Si votre animal est aussi attachant que Râto, c’est normal que votre cellulaire déborde de photos de lui !
Si votre animal est aussi attachant que Râto, c’est normal que votre cellulaire déborde de photos de lui !

La place privilégiée réservée aux animaux

CHRONIQUE / Tous ceux qui ont des animaux se sont déjà fait reprocher de trop investir de temps et d’argent dans le bien-être de leurs chevaux, leurs chiens ou encore leurs chats.

Dérangés par cette place privilégiée qu’occupe un animal, certains iront jusqu’à penser que cette attention se fait au détriment des vies humaines.

Qu’on choisisse de soigner son animal ou de s’acheter une motoneige de plus, ça n’en tient qu’à nous. Au bout de la ligne, le propriétaire de trois motoneiges et le propriétaire d’un cheval souffrant d’une maladie respiratoire ne donneront pas moins d’argent le jour de la guignolée.

Il est vrai que certains poussent leur amour un peu loin quand ils habillent leur chien ou le promènent en poussette alors qu’il est en parfaite santé et qu’il n’a pas froid. Quel malaise, quand on les compare aux enfants et qu’on utilise les termes de papa et maman pour désigner les propriétaires d’animaux ! En même temps, ça ne fait pas de mal à personne.

Il y a 50 ans, les chiens étaient maintenus dehors au bout de la cabane et mangeaient les restants de table pendant que les chats vivaient dans la grange pour chasser les souris. On ne les stérilisait pas, on donnait leurs rejetons au premier arrivé et on les euthanasiait pour un poil de travers.

Aujourd’hui, la société est très exigeante envers les propriétaires d’animaux. Micropucés, enregistrés, stérilisés, bien nourris, vaccinés, attachés et bien éduqués, c’est à se demander si les chiens et les chats auront encore le droit d’être des chiens et des chats dans 10 ans ! Et les humains auront-ils encore les moyens de les adopter ?

Le deuil

Dernièrement, un texte prétextant qu’il faut accompagner son chien jusqu’au bout, lors de l’euthanasie, a suscité beaucoup de réactions sur les réseaux sociaux.

On traitait de sans-cœur les gens qui préféraient mandater un de leurs proches pour les aider dans ce processus. Il est compréhensible qu’une personne soit incapable, même si elle l’aime profondément, d’accompagner son animal jusqu’à la fin et voir la vie s’éteindre.
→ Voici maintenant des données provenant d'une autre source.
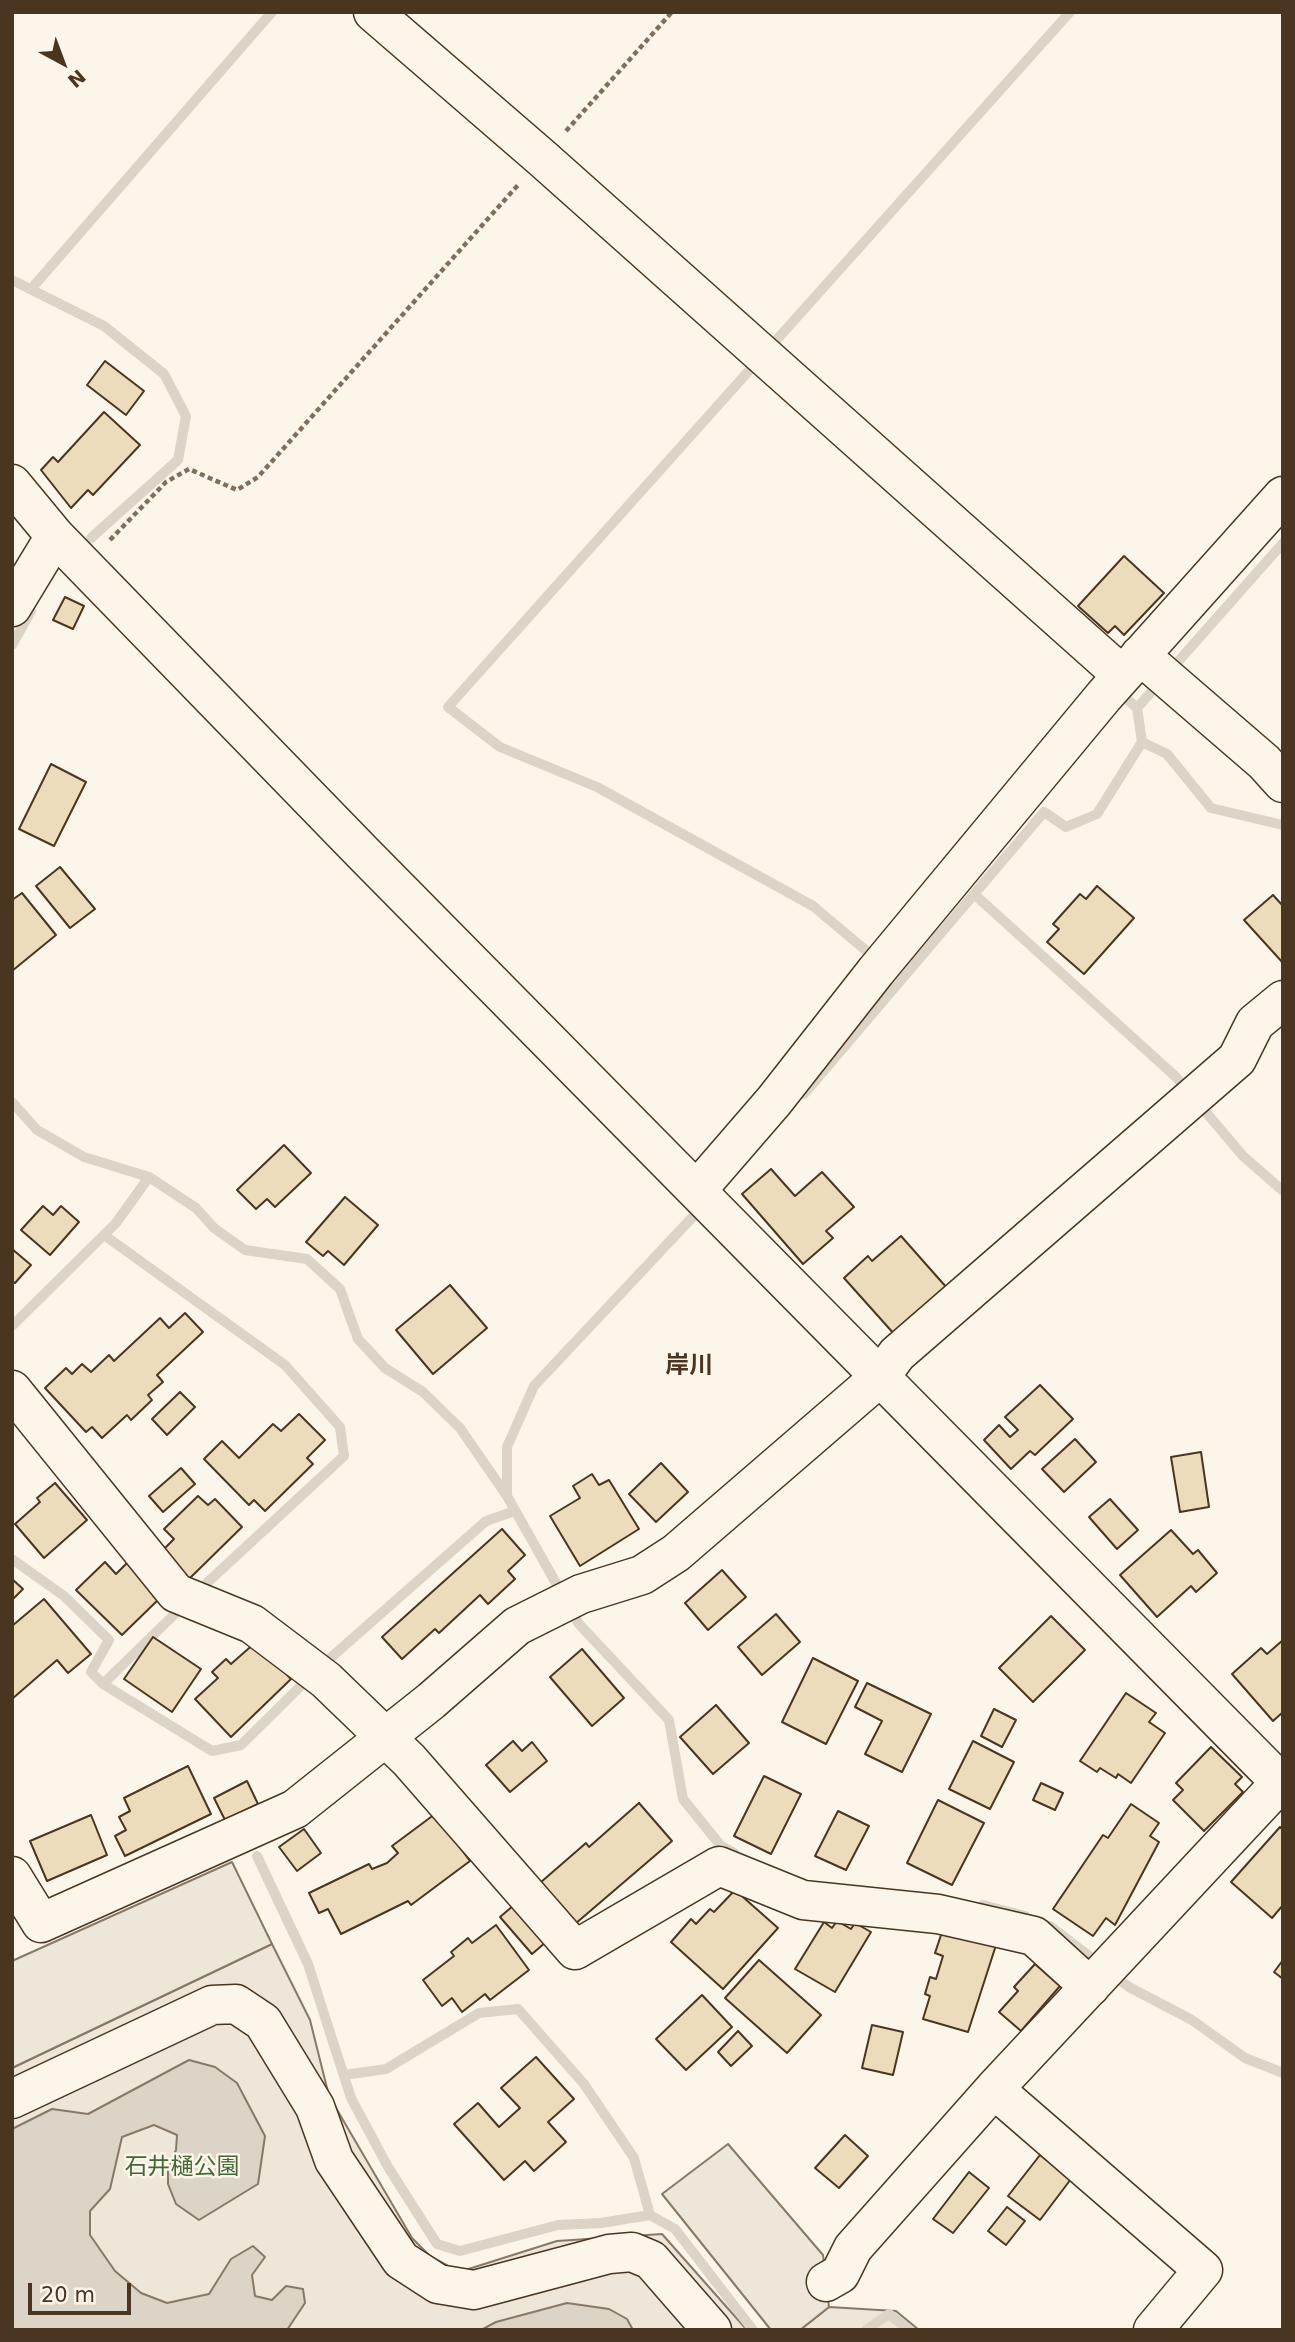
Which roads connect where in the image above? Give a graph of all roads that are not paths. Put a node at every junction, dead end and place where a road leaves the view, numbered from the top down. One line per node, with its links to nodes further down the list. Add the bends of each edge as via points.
1 (373, 12): 6 (street, via 531,170 763,355)
2 (12, 484): 4 (street)
3 (1283, 496): 6 (street)
4 (55, 536): 5 (street); 9 (street)
5 (12, 607)
6 (1139, 675): 7 (street, via 1264,762); 9 (street, via 883,962 774,1101)
7 (1283, 782)
8 (1283, 1000): 10 (street, via 1255,1023 1237,1059 897,1354)
9 (707, 1200): 10 (street)
10 (880, 1377): 12 (street, via 676,1553 642,1575 569,1599 517,1626); 13 (street)
11 (12, 1390): 12 (street, via 176,1593 252,1624 316,1673)
12 (384, 1738): 15 (street, via 295,1809); 16 (street, via 409,1760 575,1950 719,1866 803,1900 938,1914 1034,1936)
13 (1282, 1784): 16 (street)
14 (12, 1876): 15 (street)
15 (27, 1931)
16 (1090, 1987): 17 (street)
17 (994, 2088): 19 (street, via 853,2249 840,2274); 21 (street, via 1203,2270)
18 (12, 2099): 20 (street, via 212,2005 236,2004 263,2022 314,2107 334,2160 401,2260 438,2284 474,2290 632,2252 651,2260)
19 (826, 2282)
20 (712, 2330)
21 (1153, 2330)

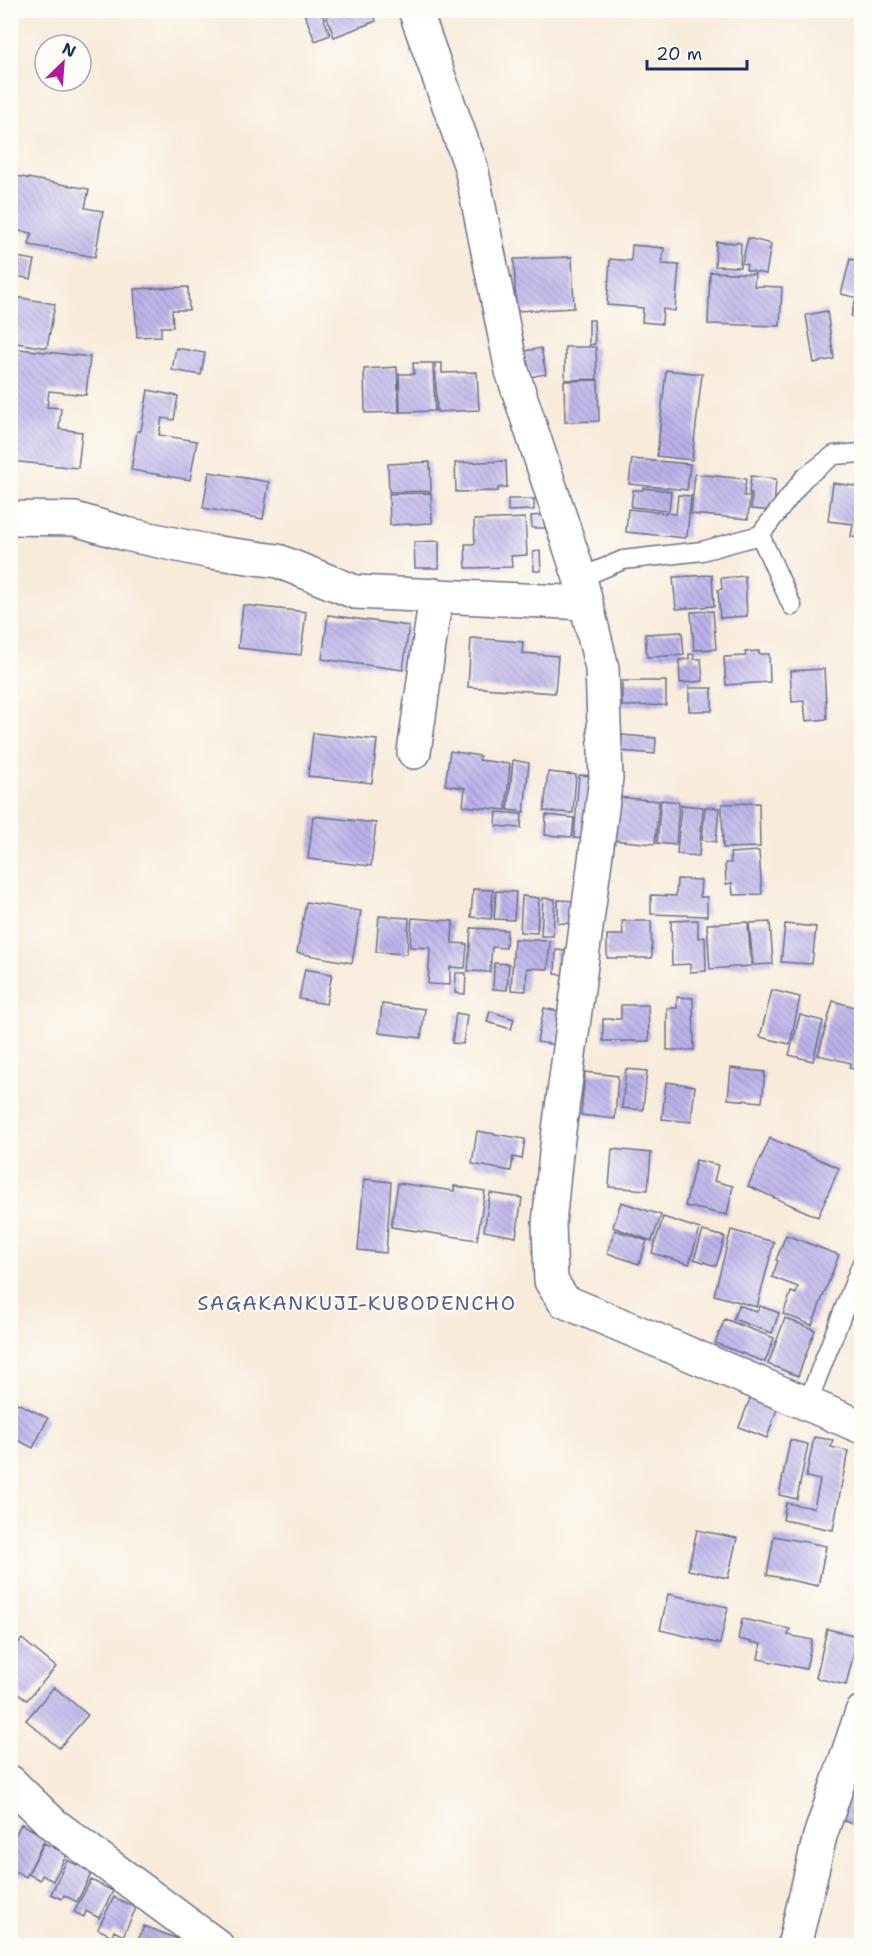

Le deuil animal copie de plus en plus le modèle du deuil humain, y compris quelques rituels, tels que l’incinération, l’urne et le cimetière. Ces rituels n’ont qu’un seul objectif, soit faire du bien à l’humain.

Mais imaginez si on poussait encore plus loin et qu’un jour, on imposait notre deuil à nos proches en exposant le corps de notre animal décédé ! Cette approche aurait raison de déranger puisqu’un animal, contrairement à un humain, est habituellement extraordinaire pour seulement une poignée de personnes qui sont très proches de lui. Il serait plutôt égoïste de vouloir impliquer trop de monde dans cette douleur.

Peu importe la façon dont décède son animal, l’humain aura tendance à se culpabiliser. Surtout s’il a recours à l’euthanasie pour soulager définitivement les souffrances de son animal. C’est un acte troublant qui demande une profonde réflexion.

Contrairement à la perte d’un humain, on pense que le deuil animal est allégé puisqu’on peut le remplacer, ou plutôt vivre de nouveaux chapitres avec d’autres animaux. C’est en effet une façon de mettre un baume sur son coeur, mais chaque animal est unique et chaque personne doit vivre son deuil à sa manière.

L’euthanasie à domicile peut convenir à ceux ne pouvant pas se déplacer ou étant trop ébranlés pour reconduire son animal à la clinique, mais encore faut-il savoir que les frais ne sont pas accessibles à tous. De plus, comme les cliniques sont débordées et manquent de vétérinaires, peu de cliniques ont la possibilité d’offrir ce service.

Au cours des dernières années, les cliniques vétérinaires se sont adaptées face au deuil animal. Les installations sont pensées pour vivre ce douloureux passage dans le respect, offrant quelques souvenirs commémoratifs pour apaiser la douleur des humains. L’équipe suit parfois depuis longtemps cet animal et la personne sentira que sa peine est partagée en vivant ce moment à la clinique qui a vu grandir son chien ou son chat.

Après un deuil animal, certaines personnes feront le choix de ne plus jamais avoir d’animaux, tellement leur souffrance est grande.